At this point, Pruitt says the task force has more questions than answers as it explores the best ways schools can safely reopen their classrooms.

“There's no research that actually substantiates how to do a mass closure reopening like this, so we're looking at everything we can, including talking to people who experienced Katrina in Louisiana and looking at any of the research we can to just support students given this type of traumatic disruption to their education experience,” he said.

The potential learning loss during school closures forced by the COVID-19 outbreak is “a real concern” for Pruitt, who says it will take “several years” before educators can fully realize the impact of lost classroom instruction time.

He’s seen data models that point to something similar to a “summer slide,” the concept that students lose academic achievement gains during summer breaks, happening during closures prompted by the coronavirus.

While he’s optimistic that at-home instruction can prevent such a drop in learning, Pruitt says schools will need to identify students that have struggled once the 2020-21 academic year begins so they can begin interventions in areas like reading and math.

“You're not going to start in August or whenever like you always have,” he said. “You can't hope that I'm going to start teaching and kids will just catch up because hope's not a strategy. We're going to have to have a very specific focus on having teachers diagnose their students.”

How COVID-19 will impact the upcoming school year remains to be seen. Pruitt said SREB’s task force hopes to explore ways schools can safely reopen in following public health guidelines that may be in place later this year.

Districts must consider the financial implications of proposals like allowing students to attend classes in staggered groups, he said.
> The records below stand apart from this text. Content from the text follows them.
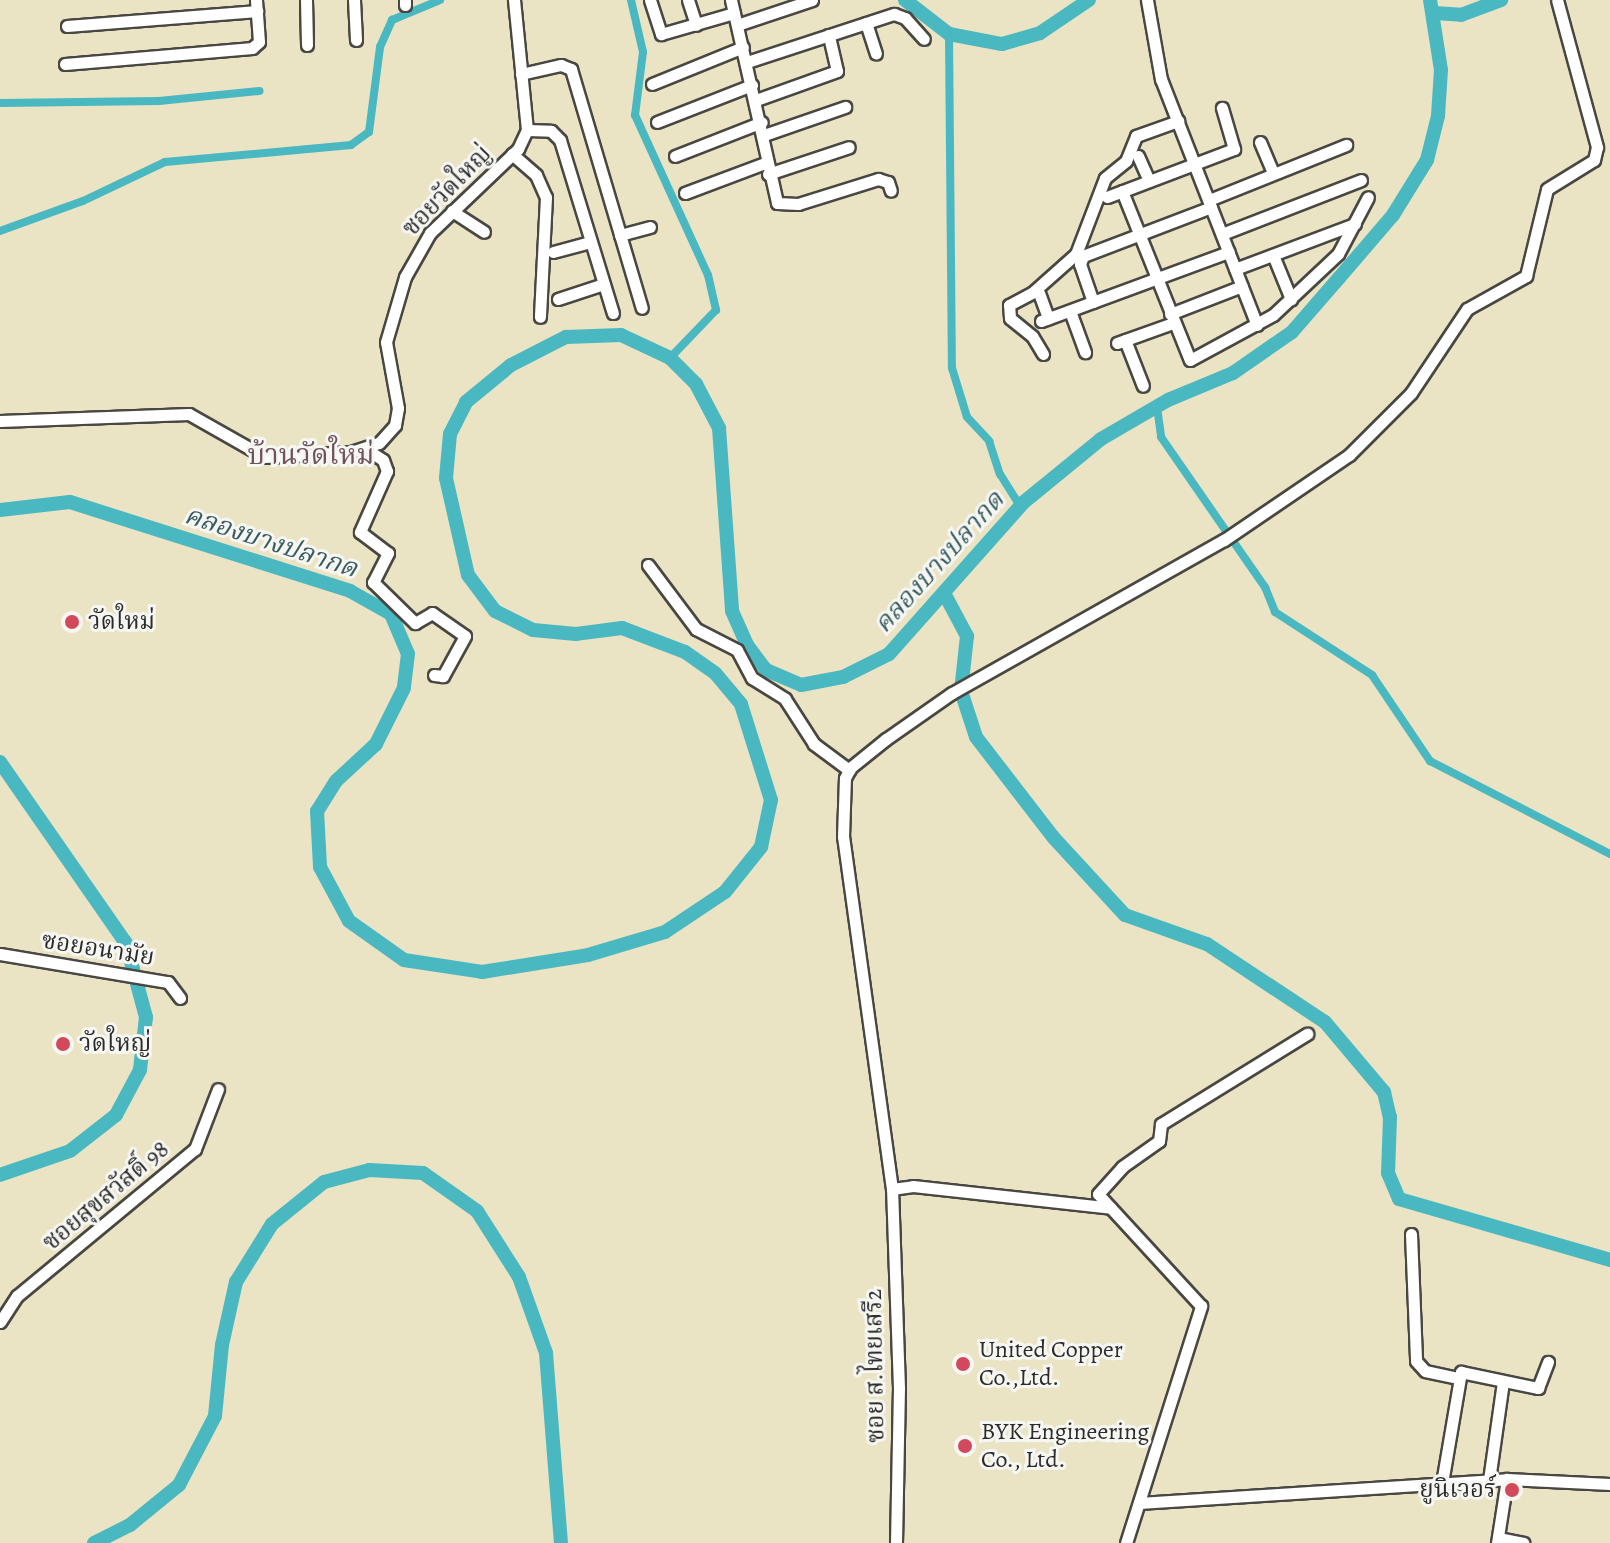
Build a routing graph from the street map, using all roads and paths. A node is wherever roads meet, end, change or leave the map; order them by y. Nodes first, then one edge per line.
1 (306, 0) edge
2 (354, 0) edge
3 (514, 0) edge
4 (650, 0) edge
5 (688, 0) edge
6 (731, 0) edge
7 (812, 0) edge
8 (1147, 0) edge
9 (1557, 0) edge
10 (256, 6) edge
11 (736, 19) junction
12 (866, 23) junction
13 (696, 25) junction
14 (67, 26) dead end
15 (829, 35) junction
16 (924, 39) dead end
17 (356, 40) dead end
18 (307, 45) dead end
19 (743, 47) junction
20 (876, 53) dead end
21 (747, 62) junction
22 (65, 64) dead end
23 (521, 74) junction
24 (652, 84) dead end
25 (752, 85) junction
26 (756, 100) junction
27 (845, 107) dead end
28 (1222, 108) dead end
29 (1178, 121) junction
30 (657, 122) dead end
31 (763, 128) junction
32 (527, 130) junction
33 (1260, 142) dead end
34 (1346, 145) dead end
35 (849, 147) dead end
36 (512, 154) junction
37 (675, 156) dead end
38 (1138, 156) dead end
39 (1195, 163) junction
40 (766, 168) junction
41 (1273, 173) junction
42 (1361, 180) dead end
43 (1149, 181) junction
44 (891, 191) dead end
45 (1122, 191) junction
46 (685, 193) dead end
47 (1107, 197) dead end
48 (1368, 197) dead end
49 (1210, 204) junction
50 (452, 211) junction
51 (1356, 224) junction
52 (650, 227) dead end
53 (484, 232) dead end
54 (1139, 234) junction
55 (1222, 234) junction
56 (620, 235) junction
57 (591, 242) junction
58 (553, 252) dead end
59 (1229, 252) junction
60 (1273, 255) junction
61 (1235, 269) junction
62 (1156, 278) junction
63 (604, 284) junction
64 (1242, 286) junction
65 (1039, 293) dead end
66 (558, 299) dead end
67 (1291, 299) junction
68 (1093, 302) junction
69 (642, 308) dead end
70 (1070, 311) junction
71 (613, 313) dead end
72 (540, 317) dead end
73 (1172, 318) junction
74 (1257, 325) junction
75 (1085, 352) dead end
76 (1043, 354) dead end
77 (1143, 386) dead end
78 (4, 421) edge
79 (366, 449) junction
80 (648, 565) dead end
81 (434, 675) dead end
82 (849, 770) junction
83 (0, 954) edge
84 (180, 998) dead end
85 (1307, 1034) dead end
86 (218, 1089) dead end
87 (892, 1189) junction
88 (1112, 1208) junction
89 (1411, 1234) dead end
90 (0, 1322) edge
91 (1548, 1362) dead end
92 (1457, 1378) junction
93 (1503, 1382) junction
94 (1507, 1479) junction
95 (1489, 1480) junction
96 (1442, 1483) junction
97 (1610, 1484) edge
98 (1139, 1503) junction
99 (1498, 1540) edge
100 (896, 1543) edge
101 (1126, 1543) edge
102 (1524, 1543) edge

1 - 18 street
2 - 17 street
3 - 23 street
4 - 13 street
5 - 13 street
6 - 11 street
7 - 11 street
8 - 29 street
9 - 82 street
10 - 14 street
10 - 22 street
11 - 13 street
11 - 19 street
12 - 15 street
12 - 16 street
12 - 20 street
15 - 21 street
15 - 26 street
19 - 21 street
19 - 24 street
21 - 25 street
23 - 32 street
23 - 56 street
25 - 26 street
25 - 30 street
26 - 31 street
27 - 31 street
28 - 39 street
29 - 39 street
29 - 76 street
31 - 37 street
31 - 40 street
32 - 36 street, ซอยวัดใหญ่
32 - 57 street
33 - 41 street
34 - 41 street
35 - 40 street
36 - 50 street, ซอยวัดใหญ่
36 - 72 street
38 - 43 street
39 - 43 street
39 - 49 street
40 - 44 street
40 - 46 street
41 - 49 street
42 - 55 street
43 - 45 street
45 - 47 street
45 - 54 street
48 - 51 street
49 - 54 street
49 - 55 street
50 - 53 street
50 - 79 street, ซอยวัดใหญ่
51 - 60 street
51 - 67 street
52 - 56 street
54 - 62 street
54 - 68 street
55 - 59 street
56 - 69 street
57 - 58 street
57 - 63 street
59 - 61 street
59 - 62 street
60 - 61 street
60 - 67 street
61 - 64 street
62 - 68 street
62 - 73 street
63 - 66 street
63 - 71 street
64 - 73 street
64 - 74 street
65 - 70 street
67 - 74 street
68 - 70 street
70 - 75 street
73 - 74 street
73 - 77 street
78 - 79 street
79 - 81 street
80 - 82 street
82 - 87 street, ซอย ส.ไทยเสรี2
83 - 84 street, ซอยอนามัย
85 - 88 street
86 - 90 street, ซอยสุขสวัสดิ์ 98
87 - 88 street
87 - 100 street, ซอย ส.ไทยเสรี2
88 - 98 street
89 - 92 street
91 - 93 street
92 - 93 street
92 - 96 street
93 - 95 street
94 - 95 street
94 - 97 street
94 - 99 street
95 - 96 street
96 - 98 street
98 - 101 street
99 - 102 street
“Are you going to disinfect the buses in between having one set get off and the other set and get on?” Pruitt said in reference to an idea he’s heard of holding morning and afternoon class sessions. “You’re going to be doubling your transportation budget. As you know, in Kentucky that's a big deal.

“What I hope that our task force does is it identifies and outlines all of the issues around any of those possibilities so that when people do talk about those and they make plans, they're actually making plans from an informed perspective as opposed to something that just kind of sounds good at the time.”

Classroom learning isn’t the only aspect of education that may look different in the 2020-21 school year if the threat of COVID-19 persists.

Julia Bauscher, director of school and community nutrition services for Jefferson County Public Schools, said her team is looking at different ways meals can be served if social distancing guidelines continue into next school year.

“The current CDC recommendations are that students eat in their classroom instead of in the cafeteria, so we're already looking at what do our menus look like if that is the case and how do we deliver the meals to the classroom,” she told WDRB News.

Pruitt believes distance learning will become a tool that school districts throughout the U.S. utilize not just during public health crises like COVID-19, but also in response to inclement weather and natural disasters.

Nontraditional instruction has also exposed the digital divides that exist in urban and rural communities alike.

Closing that gap will require “good guidance” and “good support” from federal and state governments as well as an understanding of how many students lack digital access, Pruitt said.

JCPS has provided some 20,000 Chromebooks and 6,000 data hotspots to families that need them most, but Superintendent Marty Pollio has said getting a complete tally of how many students lack digital access is difficult in the midst of a global pandemic. A district survey last year found that about 90% of students had internet at home or through mobile data plans, he said in March.

“I think the only way to two bridge that divide is first to understand how big that divide is and then make a plan for it,” Pruitt said.

He also praised Brown’s work in navigating the Kentucky Department of Education through the COVID-19 pandemic, saying his former deputy and general counsel has done “a dang good job” as interim commissioner.

“He’s really been a great source of consistency and has really supported the schools very well from what I can tell,” Pruitt said.